Research shows that cortisol and catecholamines decrease populations of Bacteroides, Lactobacillus, and Bifidobacterium. You can pour all the prebiotic fibre you want into a stressed gut. The good bacteria still struggle.

Ashwagandha addresses this from the top down. By modulating the HPA axis and lowering cortisol, it creates a calmer internal environment where prebiotics can actually work.

And it's not just theoretical — in vitro studies show ashwagandha itself stimulates growth of Bifidobacteriaceae and Bacteroidaceae, the same beneficial families that prebiotics nourish.

Top-down cortisol control. Bottom-up prebiotic feeding.

Two pathways. One can.

FAQs

What does ashwagandha actually do?

It modulates the HPA axis to reduce cortisol production, improving your body's stress response. Clinical trials show significant cortisol reduction, improved anxiety scores, and better cognitive function.

Is ashwagandha safe to consume daily?

At clinical doses (300–600 mg/day) for recommended durations, root-only extracts show favourable safety profiles. People with liver conditions should consult a doctor first.

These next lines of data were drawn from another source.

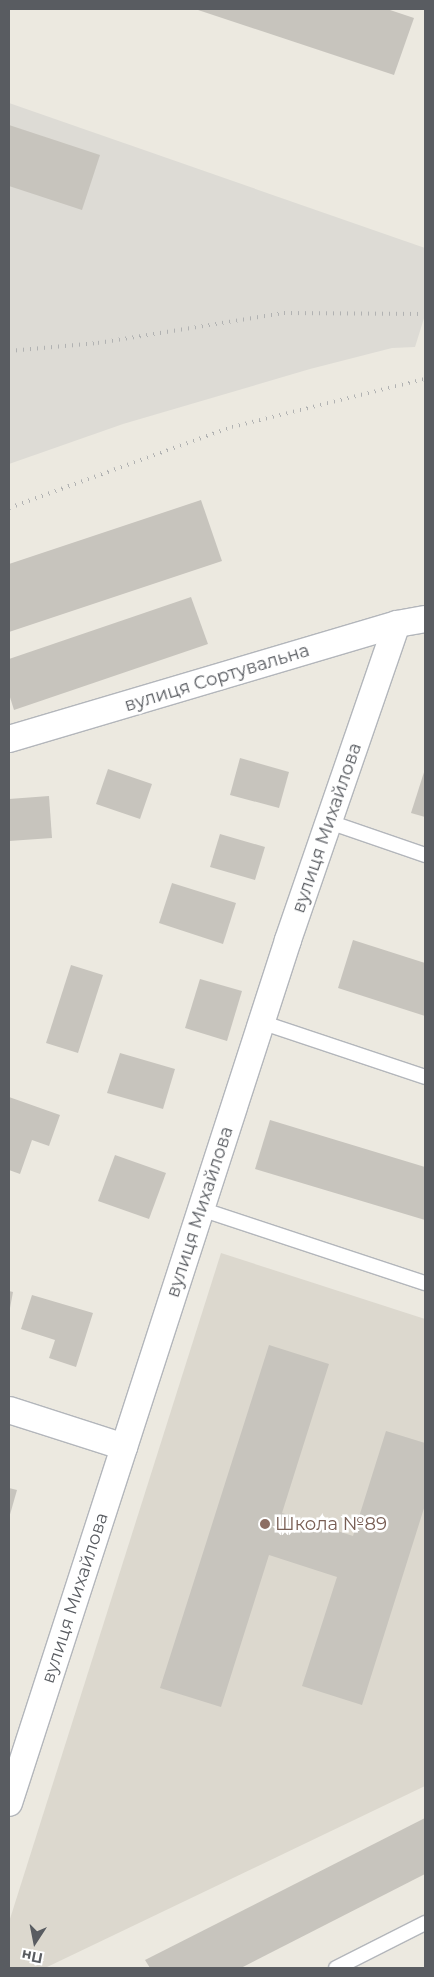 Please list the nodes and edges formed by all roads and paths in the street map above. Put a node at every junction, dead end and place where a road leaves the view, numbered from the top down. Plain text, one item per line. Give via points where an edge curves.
1 (425, 619) edge
2 (397, 624) junction
3 (9, 739) edge
4 (329, 822) junction
5 (425, 855) edge
6 (262, 1022) junction
7 (425, 1077) edge
8 (201, 1209) junction
9 (425, 1283) edge
10 (9, 1410) edge
11 (124, 1447) junction
12 (9, 1803) edge
13 (425, 1923) edge
14 (336, 1968) edge

1 - 2 street, вулиця Сортувальна
2 - 3 street, вулиця Сортувальна
2 - 4 street, вулиця Михайлова
4 - 5 lane
4 - 6 street, вулиця Михайлова
6 - 7 lane
6 - 8 street, вулиця Михайлова
8 - 9 lane
8 - 11 street, вулиця Михайлова
10 - 11 street
11 - 12 street, вулиця Михайлова
13 - 14 lane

How does ashwagandha help gut health?

By lowering cortisol, ashwagandha reduces stress-induced gut damage — microbiome disruption, barrier breakdown, and inflammation. This creates a more favourable environment for beneficial bacteria to thrive.

What's the gut-brain axis?

A bidirectional communication network between your central nervous system and your enteric nervous system. Your brain affects your gut, your gut affects your brain. Stress disrupts both directions.

Why is ashwagandha in ANOTHR?

Because prebiotics work better in a gut that isn't under constant stress. Ashwagandha calms the cortisol storm so the prebiotic fibres in ANOTHR can do their job effectively.

What are withanolides?

Steroidal lactones — the primary bioactive compounds in ashwagandha root. They interact with glucocorticoid receptors and GABA receptors to modulate stress response and promote calm.

Is ashwagandha the same as ginseng?

No. It's called "Indian Ginseng" colloquially, but it's from a completely different plant family (Solanaceae vs. Araliaceae). The nickname reflects similar traditional uses, not botanical relationship.